ノートパソコン実験授業・日誌 ■ノートブック日誌インデックス


99/2/7(日)センセイのファッション

N君が先日研究室に現れて相談したいことがあるというのでなんのことかと思ったら、来年度から新しく非常勤講師をやることになったとのことでそれについて聞きたいということだった。まずどんなことを注意すればよいかと聞かれた。私は非常勤講師の経験に乏しいのであまり良いアドバイスはできないとは思ったが、「場合によってはN君の担当科目の単位を落としたために進級できなかったり、卒業できなかったりするということが起こるかもしれない。単位を出す責任があるということが一番のちがいなので、この点だけは学生気分でいないように。成績認定の根拠を説明できるように」また、「学生には公平に接しなければいけないよ」などとエラそうに話した。

また、N君は服装について、「センセイ方のなかにはカジュアルなスタイルの方もあるが、やはりネクタイなどしたほうがよいでしょうか?」という。なるほど最近では私はネクタイをして授業をしたことがない。身につけるものについては私自身は注意されたことはないのであるが、やはり年輩のちゃんとしたセンセイ方はネクタイに上着という方が多く、不快に感じられている方もあるかもしれない。「きちんとネクタイと上着をつけるように、というお達しのある大学もあるようだ。わたしのセンパイにあたる方は助手に採用になったころ、当時のファッションだったT-シャツにジーンズというスタイルで最初の講義をやったところ、「上司」にあたるセンセイから『講義は重要な仕事なのだから身なりにも気をつけなさい』とおしかりを受けたそうだ。最近では比較的若いセンセイはジャケットとチノパンツというアメリカ風のスタイルが多いような感じだ。このスタイルは楽で、私もこのスタイルが(ハタめにはともかく)気に入っている。実験や実習ではそうもいかない。高校などではジャージー姿のセンセイがあるようだがまああまりにもカジュアルすぎなければよいのでは。まあ上着くらいは着たらどうですか」などと話す。

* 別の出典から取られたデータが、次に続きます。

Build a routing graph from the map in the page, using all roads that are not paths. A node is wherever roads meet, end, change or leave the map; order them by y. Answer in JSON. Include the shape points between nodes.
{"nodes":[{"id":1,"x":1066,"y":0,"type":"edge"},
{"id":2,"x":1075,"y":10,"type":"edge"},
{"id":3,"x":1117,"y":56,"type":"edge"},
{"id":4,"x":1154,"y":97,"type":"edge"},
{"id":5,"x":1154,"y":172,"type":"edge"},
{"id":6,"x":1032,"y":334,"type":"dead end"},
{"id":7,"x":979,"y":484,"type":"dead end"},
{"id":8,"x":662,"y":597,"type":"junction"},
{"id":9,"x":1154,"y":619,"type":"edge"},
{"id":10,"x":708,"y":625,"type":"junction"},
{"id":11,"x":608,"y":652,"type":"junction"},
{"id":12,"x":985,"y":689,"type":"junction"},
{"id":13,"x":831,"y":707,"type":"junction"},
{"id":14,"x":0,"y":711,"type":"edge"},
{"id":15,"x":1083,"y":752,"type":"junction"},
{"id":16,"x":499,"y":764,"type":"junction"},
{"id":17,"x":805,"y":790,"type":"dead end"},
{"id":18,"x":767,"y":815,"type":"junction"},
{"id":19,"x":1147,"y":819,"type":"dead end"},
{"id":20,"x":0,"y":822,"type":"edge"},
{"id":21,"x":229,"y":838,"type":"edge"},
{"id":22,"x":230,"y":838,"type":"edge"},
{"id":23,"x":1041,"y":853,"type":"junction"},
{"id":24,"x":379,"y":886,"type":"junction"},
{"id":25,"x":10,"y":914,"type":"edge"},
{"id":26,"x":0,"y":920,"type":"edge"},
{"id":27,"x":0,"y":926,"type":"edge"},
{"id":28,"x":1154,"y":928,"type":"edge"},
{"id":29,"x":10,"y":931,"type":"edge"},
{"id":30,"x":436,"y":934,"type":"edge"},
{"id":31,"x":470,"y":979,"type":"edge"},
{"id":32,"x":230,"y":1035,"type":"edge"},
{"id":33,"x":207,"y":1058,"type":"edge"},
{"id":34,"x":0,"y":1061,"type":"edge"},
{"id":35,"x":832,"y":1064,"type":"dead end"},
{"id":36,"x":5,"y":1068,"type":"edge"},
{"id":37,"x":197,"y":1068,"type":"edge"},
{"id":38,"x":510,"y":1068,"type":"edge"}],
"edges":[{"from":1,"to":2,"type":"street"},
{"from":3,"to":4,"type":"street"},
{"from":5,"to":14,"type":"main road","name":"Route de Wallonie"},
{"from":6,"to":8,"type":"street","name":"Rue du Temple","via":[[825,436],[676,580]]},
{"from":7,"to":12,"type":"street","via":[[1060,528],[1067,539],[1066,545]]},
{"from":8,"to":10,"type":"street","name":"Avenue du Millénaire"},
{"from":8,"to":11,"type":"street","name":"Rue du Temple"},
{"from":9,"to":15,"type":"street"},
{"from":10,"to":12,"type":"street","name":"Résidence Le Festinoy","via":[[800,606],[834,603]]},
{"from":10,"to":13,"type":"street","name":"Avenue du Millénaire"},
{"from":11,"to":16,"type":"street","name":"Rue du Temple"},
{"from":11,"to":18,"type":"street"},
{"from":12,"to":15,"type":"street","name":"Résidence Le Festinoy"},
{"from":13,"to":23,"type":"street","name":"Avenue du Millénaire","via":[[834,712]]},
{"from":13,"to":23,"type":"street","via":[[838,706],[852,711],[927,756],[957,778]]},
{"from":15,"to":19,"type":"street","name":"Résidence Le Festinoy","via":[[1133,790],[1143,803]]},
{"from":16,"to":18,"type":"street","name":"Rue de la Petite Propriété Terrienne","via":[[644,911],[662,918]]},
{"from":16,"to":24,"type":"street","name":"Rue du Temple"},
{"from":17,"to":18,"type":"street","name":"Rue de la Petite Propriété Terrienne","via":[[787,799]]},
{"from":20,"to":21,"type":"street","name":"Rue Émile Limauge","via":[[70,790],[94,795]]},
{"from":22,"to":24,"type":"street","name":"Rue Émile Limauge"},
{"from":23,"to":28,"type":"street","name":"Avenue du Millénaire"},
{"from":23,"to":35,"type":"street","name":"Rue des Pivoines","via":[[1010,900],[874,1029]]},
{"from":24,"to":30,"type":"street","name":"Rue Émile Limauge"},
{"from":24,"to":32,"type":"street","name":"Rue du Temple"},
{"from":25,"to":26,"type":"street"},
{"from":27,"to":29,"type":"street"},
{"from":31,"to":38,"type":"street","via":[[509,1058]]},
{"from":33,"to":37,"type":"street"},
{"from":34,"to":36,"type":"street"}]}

服装について、ちょっと奇異に感じたことがある。いわゆる「文系」のセンセイで白衣を着て授業されている方がある。このような経験があまりなかったのと、白衣というは作業着で結構キタナイものというカンネンがあったので。わたしも大学院の研究法の授業では大きな黒板のある小教室(演習室)にしてもらい、授業中かなり大量の板書をすることがある。このときはチョークの粉をかぶることになるので、私は(ナッパ服風の)作業着やジャンパーに着替えていく。これの対策かなーとも思っていたのだが。愚一記さんの日記で昔はお寺でお坊さんは白衣を着てガクモンしていた、ということを読んで、なるほど現代のセンセイも白衣を着てガクモンしておるのかと納得した。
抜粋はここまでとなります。